Source material →
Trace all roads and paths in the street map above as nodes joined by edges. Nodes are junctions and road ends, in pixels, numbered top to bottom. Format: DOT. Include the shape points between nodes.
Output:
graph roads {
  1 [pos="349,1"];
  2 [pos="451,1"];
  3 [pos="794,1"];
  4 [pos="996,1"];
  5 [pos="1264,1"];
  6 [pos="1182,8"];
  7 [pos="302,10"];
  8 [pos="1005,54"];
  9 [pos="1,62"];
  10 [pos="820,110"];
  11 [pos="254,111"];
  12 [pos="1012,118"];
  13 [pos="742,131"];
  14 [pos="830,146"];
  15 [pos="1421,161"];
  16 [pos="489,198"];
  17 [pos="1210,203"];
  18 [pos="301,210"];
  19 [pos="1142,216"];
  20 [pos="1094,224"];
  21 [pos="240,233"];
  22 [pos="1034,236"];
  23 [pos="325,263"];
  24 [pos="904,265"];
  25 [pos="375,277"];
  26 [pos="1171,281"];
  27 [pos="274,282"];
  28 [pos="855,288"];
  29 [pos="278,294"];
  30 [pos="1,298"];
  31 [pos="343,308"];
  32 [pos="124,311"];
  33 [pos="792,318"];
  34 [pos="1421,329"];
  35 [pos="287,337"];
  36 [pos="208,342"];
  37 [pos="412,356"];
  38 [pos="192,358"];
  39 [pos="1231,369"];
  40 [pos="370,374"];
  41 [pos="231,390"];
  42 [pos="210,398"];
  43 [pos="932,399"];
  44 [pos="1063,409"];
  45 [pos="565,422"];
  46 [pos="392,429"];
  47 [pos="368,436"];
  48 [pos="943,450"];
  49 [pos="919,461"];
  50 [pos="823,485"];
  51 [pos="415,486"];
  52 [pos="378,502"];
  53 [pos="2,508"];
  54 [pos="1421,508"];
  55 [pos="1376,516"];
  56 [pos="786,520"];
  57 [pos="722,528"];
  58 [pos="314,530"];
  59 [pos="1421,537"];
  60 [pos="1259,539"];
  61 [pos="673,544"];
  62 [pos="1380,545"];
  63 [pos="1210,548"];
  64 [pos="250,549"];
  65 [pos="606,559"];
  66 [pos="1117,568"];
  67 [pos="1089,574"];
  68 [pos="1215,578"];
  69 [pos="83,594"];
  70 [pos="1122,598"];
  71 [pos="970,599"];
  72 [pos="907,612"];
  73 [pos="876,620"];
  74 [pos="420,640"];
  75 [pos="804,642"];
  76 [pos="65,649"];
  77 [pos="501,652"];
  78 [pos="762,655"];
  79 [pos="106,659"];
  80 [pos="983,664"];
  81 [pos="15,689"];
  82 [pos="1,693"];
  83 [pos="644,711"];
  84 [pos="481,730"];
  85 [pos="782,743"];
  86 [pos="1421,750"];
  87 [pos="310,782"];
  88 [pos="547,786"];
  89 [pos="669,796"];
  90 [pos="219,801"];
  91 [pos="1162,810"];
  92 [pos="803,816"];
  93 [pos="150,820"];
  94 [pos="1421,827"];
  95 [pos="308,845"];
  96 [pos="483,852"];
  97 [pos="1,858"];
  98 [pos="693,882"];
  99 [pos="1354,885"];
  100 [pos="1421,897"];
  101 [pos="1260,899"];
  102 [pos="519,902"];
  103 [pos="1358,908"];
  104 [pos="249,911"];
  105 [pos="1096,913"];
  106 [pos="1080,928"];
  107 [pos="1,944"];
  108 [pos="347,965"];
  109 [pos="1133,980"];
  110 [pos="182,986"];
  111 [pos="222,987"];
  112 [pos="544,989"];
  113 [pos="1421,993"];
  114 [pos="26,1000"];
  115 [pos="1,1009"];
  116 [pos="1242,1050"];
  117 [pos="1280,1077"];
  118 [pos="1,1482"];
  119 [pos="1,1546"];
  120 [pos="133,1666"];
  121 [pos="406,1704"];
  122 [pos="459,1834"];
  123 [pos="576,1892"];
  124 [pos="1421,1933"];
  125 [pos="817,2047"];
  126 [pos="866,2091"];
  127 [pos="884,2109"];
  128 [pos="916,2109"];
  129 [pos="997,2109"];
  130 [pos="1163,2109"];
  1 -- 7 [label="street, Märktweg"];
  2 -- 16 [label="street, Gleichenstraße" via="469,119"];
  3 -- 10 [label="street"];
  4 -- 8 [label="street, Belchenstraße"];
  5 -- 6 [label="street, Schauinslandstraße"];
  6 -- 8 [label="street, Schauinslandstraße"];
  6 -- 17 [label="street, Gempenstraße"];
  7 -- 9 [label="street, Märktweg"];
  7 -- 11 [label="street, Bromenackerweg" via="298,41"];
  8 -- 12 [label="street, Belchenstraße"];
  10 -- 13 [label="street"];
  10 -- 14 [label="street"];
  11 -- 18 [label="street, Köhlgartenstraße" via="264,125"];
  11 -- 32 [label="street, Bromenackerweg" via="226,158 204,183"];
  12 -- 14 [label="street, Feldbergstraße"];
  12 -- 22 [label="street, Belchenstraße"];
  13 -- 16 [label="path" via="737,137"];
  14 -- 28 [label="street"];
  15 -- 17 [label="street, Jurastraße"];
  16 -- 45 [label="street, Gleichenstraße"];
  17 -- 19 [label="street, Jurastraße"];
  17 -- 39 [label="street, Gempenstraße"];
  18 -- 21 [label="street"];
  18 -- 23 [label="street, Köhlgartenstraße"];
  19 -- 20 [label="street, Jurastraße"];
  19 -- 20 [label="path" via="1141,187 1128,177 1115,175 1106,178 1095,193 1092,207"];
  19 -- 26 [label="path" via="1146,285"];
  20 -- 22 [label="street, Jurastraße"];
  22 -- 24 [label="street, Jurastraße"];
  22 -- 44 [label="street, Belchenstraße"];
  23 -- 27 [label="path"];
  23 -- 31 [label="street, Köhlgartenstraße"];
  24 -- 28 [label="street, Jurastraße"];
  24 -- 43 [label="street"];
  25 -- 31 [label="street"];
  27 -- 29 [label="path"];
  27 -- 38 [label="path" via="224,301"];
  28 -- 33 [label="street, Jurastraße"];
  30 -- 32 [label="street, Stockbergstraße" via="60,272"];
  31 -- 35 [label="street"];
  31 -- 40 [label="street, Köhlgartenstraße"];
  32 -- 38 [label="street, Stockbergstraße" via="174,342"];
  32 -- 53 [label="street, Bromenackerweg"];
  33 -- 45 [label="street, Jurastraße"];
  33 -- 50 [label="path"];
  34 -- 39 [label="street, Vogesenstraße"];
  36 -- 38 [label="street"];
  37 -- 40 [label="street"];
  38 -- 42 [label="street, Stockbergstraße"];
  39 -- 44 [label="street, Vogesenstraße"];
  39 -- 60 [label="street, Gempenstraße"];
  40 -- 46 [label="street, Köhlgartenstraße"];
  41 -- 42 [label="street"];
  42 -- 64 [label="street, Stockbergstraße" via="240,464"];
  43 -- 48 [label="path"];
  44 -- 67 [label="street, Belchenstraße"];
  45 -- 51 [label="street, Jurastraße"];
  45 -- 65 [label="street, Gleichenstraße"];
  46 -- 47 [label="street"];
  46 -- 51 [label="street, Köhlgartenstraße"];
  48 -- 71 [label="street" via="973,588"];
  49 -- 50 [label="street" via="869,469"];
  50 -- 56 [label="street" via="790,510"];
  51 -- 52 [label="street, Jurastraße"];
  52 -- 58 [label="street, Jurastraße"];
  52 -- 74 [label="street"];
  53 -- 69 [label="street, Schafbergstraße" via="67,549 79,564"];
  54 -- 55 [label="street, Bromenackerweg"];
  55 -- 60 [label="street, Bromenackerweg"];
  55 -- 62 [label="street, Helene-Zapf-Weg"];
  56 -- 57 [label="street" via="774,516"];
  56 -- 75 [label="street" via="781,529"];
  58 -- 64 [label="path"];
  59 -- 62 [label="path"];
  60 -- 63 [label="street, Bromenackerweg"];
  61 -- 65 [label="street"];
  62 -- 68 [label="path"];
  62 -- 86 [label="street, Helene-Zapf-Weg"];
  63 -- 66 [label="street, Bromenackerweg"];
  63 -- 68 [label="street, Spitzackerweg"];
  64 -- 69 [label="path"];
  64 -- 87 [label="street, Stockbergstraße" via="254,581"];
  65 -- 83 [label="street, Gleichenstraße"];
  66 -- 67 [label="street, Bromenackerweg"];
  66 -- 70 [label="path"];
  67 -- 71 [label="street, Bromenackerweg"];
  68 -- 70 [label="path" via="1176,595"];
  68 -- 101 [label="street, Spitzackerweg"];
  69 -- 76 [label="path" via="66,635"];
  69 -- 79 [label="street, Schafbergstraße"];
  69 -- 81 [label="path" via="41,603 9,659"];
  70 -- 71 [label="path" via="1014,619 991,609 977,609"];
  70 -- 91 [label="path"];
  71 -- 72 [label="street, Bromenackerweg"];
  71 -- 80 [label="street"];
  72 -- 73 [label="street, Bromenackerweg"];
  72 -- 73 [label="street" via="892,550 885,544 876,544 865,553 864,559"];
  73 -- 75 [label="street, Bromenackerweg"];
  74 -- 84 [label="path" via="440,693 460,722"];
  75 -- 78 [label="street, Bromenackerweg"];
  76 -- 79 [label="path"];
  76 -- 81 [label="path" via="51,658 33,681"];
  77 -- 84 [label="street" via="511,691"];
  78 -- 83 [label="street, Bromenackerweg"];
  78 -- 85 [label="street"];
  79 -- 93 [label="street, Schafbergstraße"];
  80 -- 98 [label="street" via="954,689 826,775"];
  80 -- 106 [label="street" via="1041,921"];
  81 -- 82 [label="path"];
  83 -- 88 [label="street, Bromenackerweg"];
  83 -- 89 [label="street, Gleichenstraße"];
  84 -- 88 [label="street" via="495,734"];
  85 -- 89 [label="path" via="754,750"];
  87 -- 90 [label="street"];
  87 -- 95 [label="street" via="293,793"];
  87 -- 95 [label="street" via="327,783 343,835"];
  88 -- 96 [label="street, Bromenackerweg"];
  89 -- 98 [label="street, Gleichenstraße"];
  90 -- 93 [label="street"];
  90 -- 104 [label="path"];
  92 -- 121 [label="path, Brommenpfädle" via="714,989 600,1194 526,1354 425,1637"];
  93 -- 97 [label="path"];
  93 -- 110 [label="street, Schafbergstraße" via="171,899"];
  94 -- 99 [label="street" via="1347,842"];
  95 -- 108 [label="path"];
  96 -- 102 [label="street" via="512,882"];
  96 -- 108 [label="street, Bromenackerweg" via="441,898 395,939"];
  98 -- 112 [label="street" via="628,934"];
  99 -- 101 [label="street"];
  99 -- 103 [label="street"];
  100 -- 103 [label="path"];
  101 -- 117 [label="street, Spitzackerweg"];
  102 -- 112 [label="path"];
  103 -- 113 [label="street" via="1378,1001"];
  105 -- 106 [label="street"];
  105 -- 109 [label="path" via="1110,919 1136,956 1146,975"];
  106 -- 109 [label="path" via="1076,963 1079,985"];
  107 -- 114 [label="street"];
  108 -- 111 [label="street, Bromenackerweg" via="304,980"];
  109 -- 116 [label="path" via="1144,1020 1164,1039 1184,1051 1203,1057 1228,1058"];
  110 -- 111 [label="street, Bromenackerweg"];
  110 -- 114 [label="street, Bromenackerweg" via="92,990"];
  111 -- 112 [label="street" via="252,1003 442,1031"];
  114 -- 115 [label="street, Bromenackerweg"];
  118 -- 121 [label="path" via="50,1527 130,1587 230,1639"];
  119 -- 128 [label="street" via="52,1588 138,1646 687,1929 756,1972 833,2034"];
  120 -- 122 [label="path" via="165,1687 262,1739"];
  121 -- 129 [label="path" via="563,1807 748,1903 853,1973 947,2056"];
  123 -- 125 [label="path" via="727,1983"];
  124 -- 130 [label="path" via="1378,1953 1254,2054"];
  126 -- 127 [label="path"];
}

What you need to do →
Pull every line containing "Stockbergstraße" out of the records.

Output →
  30 -- 32 [label="street, Stockbergstraße" via="60,272"];
  32 -- 38 [label="street, Stockbergstraße" via="174,342"];
  38 -- 42 [label="street, Stockbergstraße"];
  42 -- 64 [label="street, Stockbergstraße" via="240,464"];
  64 -- 87 [label="street, Stockbergstraße" via="254,581"];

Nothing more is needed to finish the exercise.